### The problem
In full and exactly, reproduce the entries below, but omit the pictures.
:: Data to use ::
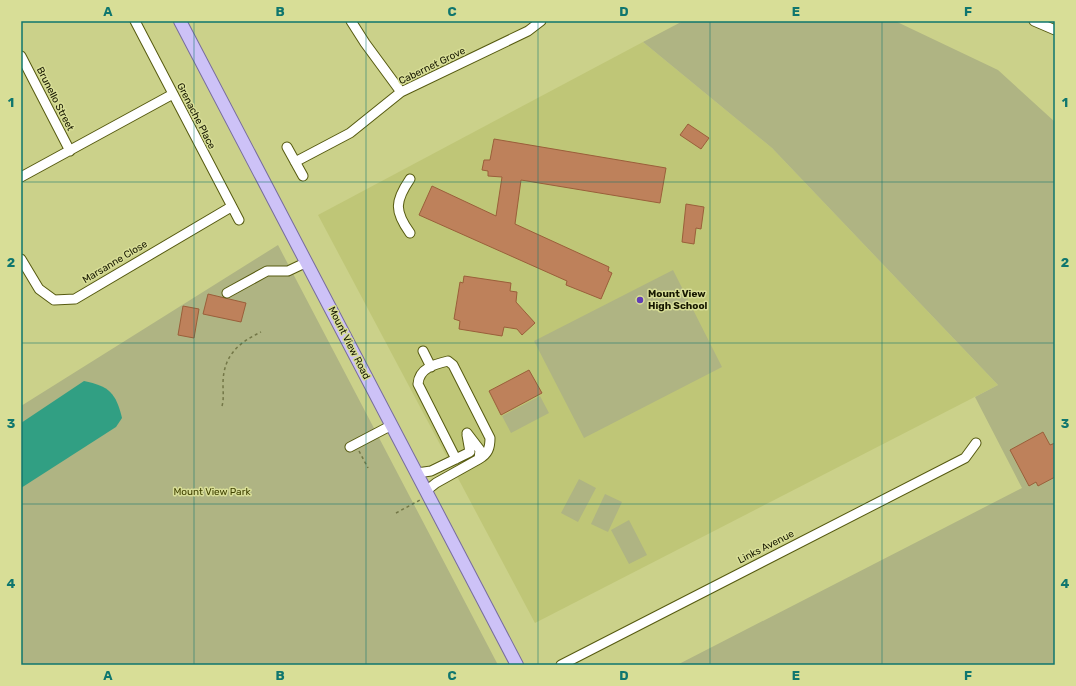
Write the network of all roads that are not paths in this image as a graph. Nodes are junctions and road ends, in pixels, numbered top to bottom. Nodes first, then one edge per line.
1 (135, 21) edge
2 (180, 21) edge
3 (351, 21) edge
4 (541, 21) edge
5 (1034, 21) edge
6 (1055, 30) edge
7 (21, 56) edge
8 (401, 92) junction
9 (173, 94) junction
10 (287, 147) dead end
11 (70, 151) junction
12 (295, 162) junction
13 (303, 176) dead end
14 (21, 177) edge
15 (410, 179) dead end
16 (231, 207) junction
17 (239, 220) dead end
18 (410, 233) dead end
19 (21, 259) edge
20 (307, 262) junction
21 (227, 293) dead end
22 (423, 351) dead end
23 (431, 367) junction
24 (392, 425) junction
25 (976, 443) dead end
26 (353, 446) road end
27 (456, 459) junction
28 (479, 459) junction
29 (417, 473) junction
30 (428, 493) junction
31 (517, 665) edge
32 (562, 665) edge

1 - 9 street, Grenache Place
2 - 20 main road, Mount View Road
3 - 8 street
4 - 8 street, Cabernet Grove
5 - 6 street
7 - 11 street, Brunello Street
8 - 12 street, Cabernet Grove
9 - 11 street
9 - 16 street, Grenache Place
10 - 12 street
11 - 14 street
12 - 13 street
15 - 18 street
16 - 17 street, Grenache Place
16 - 19 street, Marsanne Close
20 - 21 street
20 - 24 main road, Mount View Road
22 - 23 street
23 - 27 street
23 - 28 street
24 - 26 street
24 - 29 main road, Mount View Road
25 - 32 street, Links Avenue
27 - 28 street
27 - 29 street
28 - 30 street
29 - 30 main road, Mount View Road
30 - 31 main road, Mount View Road

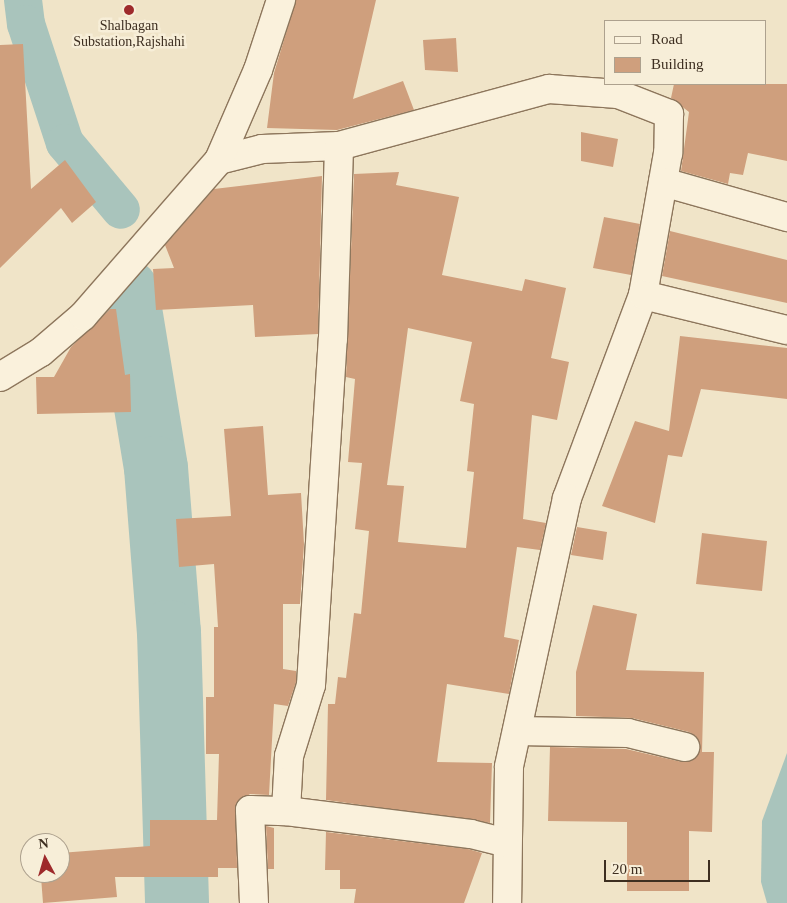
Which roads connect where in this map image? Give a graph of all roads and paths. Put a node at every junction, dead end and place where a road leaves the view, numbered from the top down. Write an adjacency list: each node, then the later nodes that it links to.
1 (281, 0): 3 (street)
2 (339, 146): 3 (street); 4 (street); 11 (street)
3 (218, 160): 8 (street)
4 (663, 182): 5 (street); 6 (street)
5 (787, 217)
6 (643, 295): 7 (street); 9 (street)
7 (787, 330)
8 (0, 377)
9 (517, 731): 10 (street); 12 (street)
10 (685, 747)
11 (286, 811): 12 (street); 13 (street)
12 (504, 842): 14 (street)
13 (254, 903)
14 (507, 903)

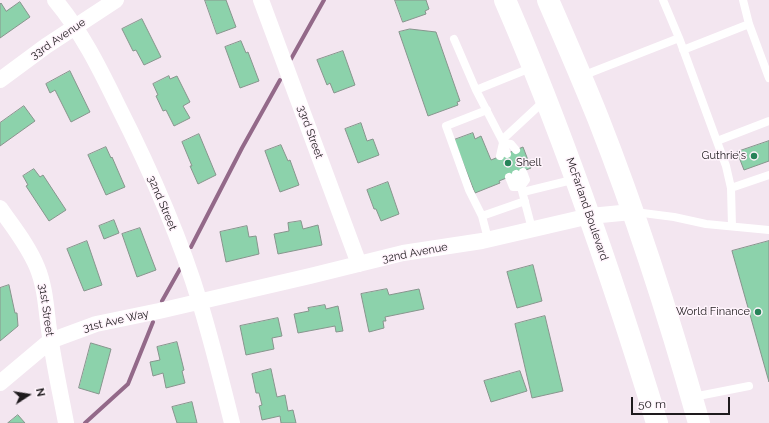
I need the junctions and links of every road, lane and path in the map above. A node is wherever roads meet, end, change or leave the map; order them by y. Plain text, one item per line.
1 (55, 0) edge
2 (116, 0) edge
3 (261, 0) edge
4 (505, 0) edge
5 (548, 0) edge
6 (663, 0) edge
7 (743, 0) edge
8 (749, 24) junction
9 (76, 26) junction
10 (679, 38) junction
11 (454, 39) dead end
12 (683, 50) junction
13 (533, 67) junction
14 (581, 76) junction
15 (769, 78) edge
16 (0, 80) edge
17 (476, 90) junction
18 (546, 99) junction
19 (486, 110) junction
20 (769, 121) edge
21 (503, 141) junction
22 (717, 141) junction
23 (516, 150) dead end
24 (504, 155) dead end
25 (516, 174) dead end
26 (769, 175) edge
27 (577, 178) junction
28 (731, 188) junction
29 (522, 190) junction
30 (525, 201) junction
31 (0, 208) edge
32 (632, 212) junction
33 (482, 216) junction
34 (590, 216) junction
35 (732, 226) junction
36 (532, 230) junction
37 (769, 230) edge
38 (488, 239) junction
39 (359, 264) junction
40 (200, 302) junction
41 (50, 341) junction
42 (0, 383) edge
43 (749, 386) dead end
44 (692, 398) junction
45 (66, 423) edge
46 (232, 423) edge
47 (656, 423) edge
48 (699, 423) edge

1 - 9 street, 32nd Street
2 - 9 street, 33rd Avenue
3 - 39 street, 33rd Street
4 - 13 highway, McFarland Boulevard
5 - 14 highway
6 - 10 lane
7 - 8 lane
8 - 12 lane
8 - 15 lane
9 - 16 street, 33rd Avenue
9 - 40 street, 32nd Street
10 - 12 lane
10 - 14 lane
11 - 17 lane
12 - 22 lane
13 - 17 lane
13 - 18 highway, McFarland Boulevard
14 - 32 highway
17 - 19 lane
18 - 21 lane
18 - 27 highway, McFarland Boulevard
19 - 21 lane
19 - 33 lane
20 - 22 lane
21 - 23 lane
21 - 24 lane
22 - 28 lane
25 - 29 lane
26 - 28 lane
27 - 29 lane
27 - 34 highway, McFarland Boulevard
28 - 35 lane
29 - 30 lane
30 - 33 lane
30 - 36 lane
31 - 41 street, 31st Street
32 - 34 street, 32nd Avenue
32 - 35 lane
32 - 44 highway
33 - 38 lane
34 - 36 street, 32nd Avenue
34 - 47 highway, McFarland Boulevard
35 - 37 lane
36 - 38 street, 32nd Avenue
38 - 39 street, 32nd Avenue
39 - 40 street, 32nd Avenue
40 - 41 street, 31st Ave Way
40 - 46 street, 32nd Street
41 - 42 street, 31st Ave Way
41 - 45 street, 31st Street
43 - 44 lane
44 - 48 highway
:::
### Reply
Write the network of all roads that are not paths in this image as a graph. Nodes are junctions and road ends, in pixels, numbered top to bottom. Nodes first, then one edge per line.
1 (135, 21) edge
2 (180, 21) edge
3 (351, 21) edge
4 (541, 21) edge
5 (1034, 21) edge
6 (1055, 30) edge
7 (21, 56) edge
8 (401, 92) junction
9 (173, 94) junction
10 (287, 147) dead end
11 (70, 151) junction
12 (295, 162) junction
13 (303, 176) dead end
14 (21, 177) edge
15 (410, 179) dead end
16 (231, 207) junction
17 (239, 220) dead end
18 (410, 233) dead end
19 (21, 259) edge
20 (307, 262) junction
21 (227, 293) dead end
22 (423, 351) dead end
23 (431, 367) junction
24 (392, 425) junction
25 (976, 443) dead end
26 (353, 446) road end
27 (456, 459) junction
28 (479, 459) junction
29 (417, 473) junction
30 (428, 493) junction
31 (517, 665) edge
32 (562, 665) edge

1 - 9 street, Grenache Place
2 - 20 main road, Mount View Road
3 - 8 street
4 - 8 street, Cabernet Grove
5 - 6 street
7 - 11 street, Brunello Street
8 - 12 street, Cabernet Grove
9 - 11 street
9 - 16 street, Grenache Place
10 - 12 street
11 - 14 street
12 - 13 street
15 - 18 street
16 - 17 street, Grenache Place
16 - 19 street, Marsanne Close
20 - 21 street
20 - 24 main road, Mount View Road
22 - 23 street
23 - 27 street
23 - 28 street
24 - 26 street
24 - 29 main road, Mount View Road
25 - 32 street, Links Avenue
27 - 28 street
27 - 29 street
28 - 30 street
29 - 30 main road, Mount View Road
30 - 31 main road, Mount View Road

Which roads connect where in this map image? Give a graph of all roads and paths. Put a node at every junction, dead end and place where a road leaves the view, numbered from the top down. Write an adjacency list: each node, then the later nodes that it links to.
1 (281, 0): 3 (street)
2 (339, 146): 3 (street); 4 (street); 11 (street)
3 (218, 160): 8 (street)
4 (663, 182): 5 (street); 6 (street)
5 (787, 217)
6 (643, 295): 7 (street); 9 (street)
7 (787, 330)
8 (0, 377)
9 (517, 731): 10 (street); 12 (street)
10 (685, 747)
11 (286, 811): 12 (street); 13 (street)
12 (504, 842): 14 (street)
13 (254, 903)
14 (507, 903)

I need the junctions and links of every road, lane and path in the map above. A node is wherever roads meet, end, change or leave the map; order them by y. Plain text, one item per line.
1 (55, 0) edge
2 (116, 0) edge
3 (261, 0) edge
4 (505, 0) edge
5 (548, 0) edge
6 (663, 0) edge
7 (743, 0) edge
8 (749, 24) junction
9 (76, 26) junction
10 (679, 38) junction
11 (454, 39) dead end
12 (683, 50) junction
13 (533, 67) junction
14 (581, 76) junction
15 (769, 78) edge
16 (0, 80) edge
17 (476, 90) junction
18 (546, 99) junction
19 (486, 110) junction
20 (769, 121) edge
21 (503, 141) junction
22 (717, 141) junction
23 (516, 150) dead end
24 (504, 155) dead end
25 (516, 174) dead end
26 (769, 175) edge
27 (577, 178) junction
28 (731, 188) junction
29 (522, 190) junction
30 (525, 201) junction
31 (0, 208) edge
32 (632, 212) junction
33 (482, 216) junction
34 (590, 216) junction
35 (732, 226) junction
36 (532, 230) junction
37 (769, 230) edge
38 (488, 239) junction
39 (359, 264) junction
40 (200, 302) junction
41 (50, 341) junction
42 (0, 383) edge
43 (749, 386) dead end
44 (692, 398) junction
45 (66, 423) edge
46 (232, 423) edge
47 (656, 423) edge
48 (699, 423) edge

1 - 9 street, 32nd Street
2 - 9 street, 33rd Avenue
3 - 39 street, 33rd Street
4 - 13 highway, McFarland Boulevard
5 - 14 highway
6 - 10 lane
7 - 8 lane
8 - 12 lane
8 - 15 lane
9 - 16 street, 33rd Avenue
9 - 40 street, 32nd Street
10 - 12 lane
10 - 14 lane
11 - 17 lane
12 - 22 lane
13 - 17 lane
13 - 18 highway, McFarland Boulevard
14 - 32 highway
17 - 19 lane
18 - 21 lane
18 - 27 highway, McFarland Boulevard
19 - 21 lane
19 - 33 lane
20 - 22 lane
21 - 23 lane
21 - 24 lane
22 - 28 lane
25 - 29 lane
26 - 28 lane
27 - 29 lane
27 - 34 highway, McFarland Boulevard
28 - 35 lane
29 - 30 lane
30 - 33 lane
30 - 36 lane
31 - 41 street, 31st Street
32 - 34 street, 32nd Avenue
32 - 35 lane
32 - 44 highway
33 - 38 lane
34 - 36 street, 32nd Avenue
34 - 47 highway, McFarland Boulevard
35 - 37 lane
36 - 38 street, 32nd Avenue
38 - 39 street, 32nd Avenue
39 - 40 street, 32nd Avenue
40 - 41 street, 31st Ave Way
40 - 46 street, 32nd Street
41 - 42 street, 31st Ave Way
41 - 45 street, 31st Street
43 - 44 lane
44 - 48 highway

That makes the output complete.